Before leaving for work he checked on his horses and then filled Nellie’s food and water bowls in the small barn. All the while he rued the fact that he hadn’t allotted even a minute’s time to the breaking and training of his young horses for weeks, and with all that was going on in his world he wasn’t apt to have any free time in the near future.
Bram wore a grim expression while tending to chores. He hated what was happening in his town—robbery, arson and now murder. What’s more, he didn’t much care for what was happening in his own home. Last night he had sensed that more than sex was happening in his bed; Jenna was burrowing into his very soul. And considering the things she’d said to him, even though he knew she hadn’t confided everything in her heart, she was becoming much too attached to him.
It was his fault, all of it. He never should have touched Jenna, never kissed her, caressed her, buried his face in her glorious golden hair to breathe in its magical scent. Never taken her to bed. He would pay for his loss of control, make no mistake. He didn’t know exactly what form punishment would arrive in, but it would come, and it wouldn’t be pleasant.
Hell, he thought as he tossed a half bale of hay over the pasture fence, he was already paying through memory alone. Avoid thinking about Jenna? So much for good intentions, he thought in wry self-denouncement. He might as well face the truth: he would never be able to avoid thinking about her. What’s more, anytime he dared to feel happy or lighthearted about something long into the future, an image of any segment of last night with Jenna would be enough to destroy his good mood.
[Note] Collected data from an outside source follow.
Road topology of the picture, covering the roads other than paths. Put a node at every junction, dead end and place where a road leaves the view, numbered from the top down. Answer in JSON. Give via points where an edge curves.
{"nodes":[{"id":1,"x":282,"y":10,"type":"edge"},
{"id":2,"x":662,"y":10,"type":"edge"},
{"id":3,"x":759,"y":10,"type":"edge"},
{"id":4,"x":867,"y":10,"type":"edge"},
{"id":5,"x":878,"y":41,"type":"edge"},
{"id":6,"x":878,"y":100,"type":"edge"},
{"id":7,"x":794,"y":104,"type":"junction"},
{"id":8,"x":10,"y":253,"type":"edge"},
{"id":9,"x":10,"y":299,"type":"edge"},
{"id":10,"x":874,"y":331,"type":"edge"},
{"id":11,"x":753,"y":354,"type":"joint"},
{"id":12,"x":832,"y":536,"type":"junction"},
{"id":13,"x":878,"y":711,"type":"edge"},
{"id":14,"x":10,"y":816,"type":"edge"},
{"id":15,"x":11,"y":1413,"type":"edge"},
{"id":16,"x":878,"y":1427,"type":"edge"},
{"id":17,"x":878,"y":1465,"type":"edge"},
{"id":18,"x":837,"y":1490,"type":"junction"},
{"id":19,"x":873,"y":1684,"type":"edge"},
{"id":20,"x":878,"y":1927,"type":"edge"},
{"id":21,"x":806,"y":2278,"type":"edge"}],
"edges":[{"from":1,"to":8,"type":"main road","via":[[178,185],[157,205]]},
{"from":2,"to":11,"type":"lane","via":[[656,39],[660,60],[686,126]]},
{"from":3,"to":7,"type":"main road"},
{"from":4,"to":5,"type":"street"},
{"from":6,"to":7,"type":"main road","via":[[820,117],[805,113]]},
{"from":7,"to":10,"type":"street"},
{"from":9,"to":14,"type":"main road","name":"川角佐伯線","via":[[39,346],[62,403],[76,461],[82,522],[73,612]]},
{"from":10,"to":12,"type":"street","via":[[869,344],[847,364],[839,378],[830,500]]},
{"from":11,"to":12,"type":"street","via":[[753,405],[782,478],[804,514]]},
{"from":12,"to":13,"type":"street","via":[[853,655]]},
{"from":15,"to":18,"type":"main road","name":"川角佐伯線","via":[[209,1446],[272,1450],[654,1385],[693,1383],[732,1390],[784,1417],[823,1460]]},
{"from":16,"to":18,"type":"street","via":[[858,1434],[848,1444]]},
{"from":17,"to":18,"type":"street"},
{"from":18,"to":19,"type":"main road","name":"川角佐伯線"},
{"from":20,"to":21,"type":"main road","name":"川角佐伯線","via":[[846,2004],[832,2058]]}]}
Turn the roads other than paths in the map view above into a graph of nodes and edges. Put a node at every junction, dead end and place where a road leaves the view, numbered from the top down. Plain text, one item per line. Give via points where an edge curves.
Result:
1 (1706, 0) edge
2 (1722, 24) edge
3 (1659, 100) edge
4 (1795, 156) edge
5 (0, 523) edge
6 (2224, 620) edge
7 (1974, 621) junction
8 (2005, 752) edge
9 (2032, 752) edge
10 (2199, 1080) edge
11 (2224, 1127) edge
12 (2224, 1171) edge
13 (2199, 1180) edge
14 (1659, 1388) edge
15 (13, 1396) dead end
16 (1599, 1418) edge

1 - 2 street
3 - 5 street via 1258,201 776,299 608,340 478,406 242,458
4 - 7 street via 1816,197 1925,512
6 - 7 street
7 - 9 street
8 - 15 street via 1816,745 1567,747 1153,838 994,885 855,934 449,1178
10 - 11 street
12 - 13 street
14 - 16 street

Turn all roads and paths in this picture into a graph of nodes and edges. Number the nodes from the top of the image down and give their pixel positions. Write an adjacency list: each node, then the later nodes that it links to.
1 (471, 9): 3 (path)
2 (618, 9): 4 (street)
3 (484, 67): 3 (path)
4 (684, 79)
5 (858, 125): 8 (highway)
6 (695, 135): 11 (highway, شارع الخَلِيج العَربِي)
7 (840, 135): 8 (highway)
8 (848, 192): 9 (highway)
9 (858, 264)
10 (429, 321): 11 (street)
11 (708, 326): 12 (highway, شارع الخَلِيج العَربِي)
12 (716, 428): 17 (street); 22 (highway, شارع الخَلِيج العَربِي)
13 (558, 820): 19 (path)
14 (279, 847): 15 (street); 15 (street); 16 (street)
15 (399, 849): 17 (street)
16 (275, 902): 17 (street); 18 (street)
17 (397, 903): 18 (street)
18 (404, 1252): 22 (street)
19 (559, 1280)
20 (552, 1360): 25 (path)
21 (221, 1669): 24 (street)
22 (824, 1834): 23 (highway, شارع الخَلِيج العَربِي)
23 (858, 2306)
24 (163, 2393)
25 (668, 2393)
Finished with chores, and with his mind stuck on Jenna and the incredible highs of last night, Bram absently put his hand in the pocket of his jeans and took out the coyote medallion. He’d had it checked for fingerprints at the station yesterday. All that had been found on it was dirt, without so much as a minute smudge proving contact with a human hand. Frowning, Bram had studied the coinlike object, pondering its reason for existence. Some person or company had forged it, but for what cause? Bram felt certain that it wasn’t made of a precious metal, certainly none that he recognized at any rate.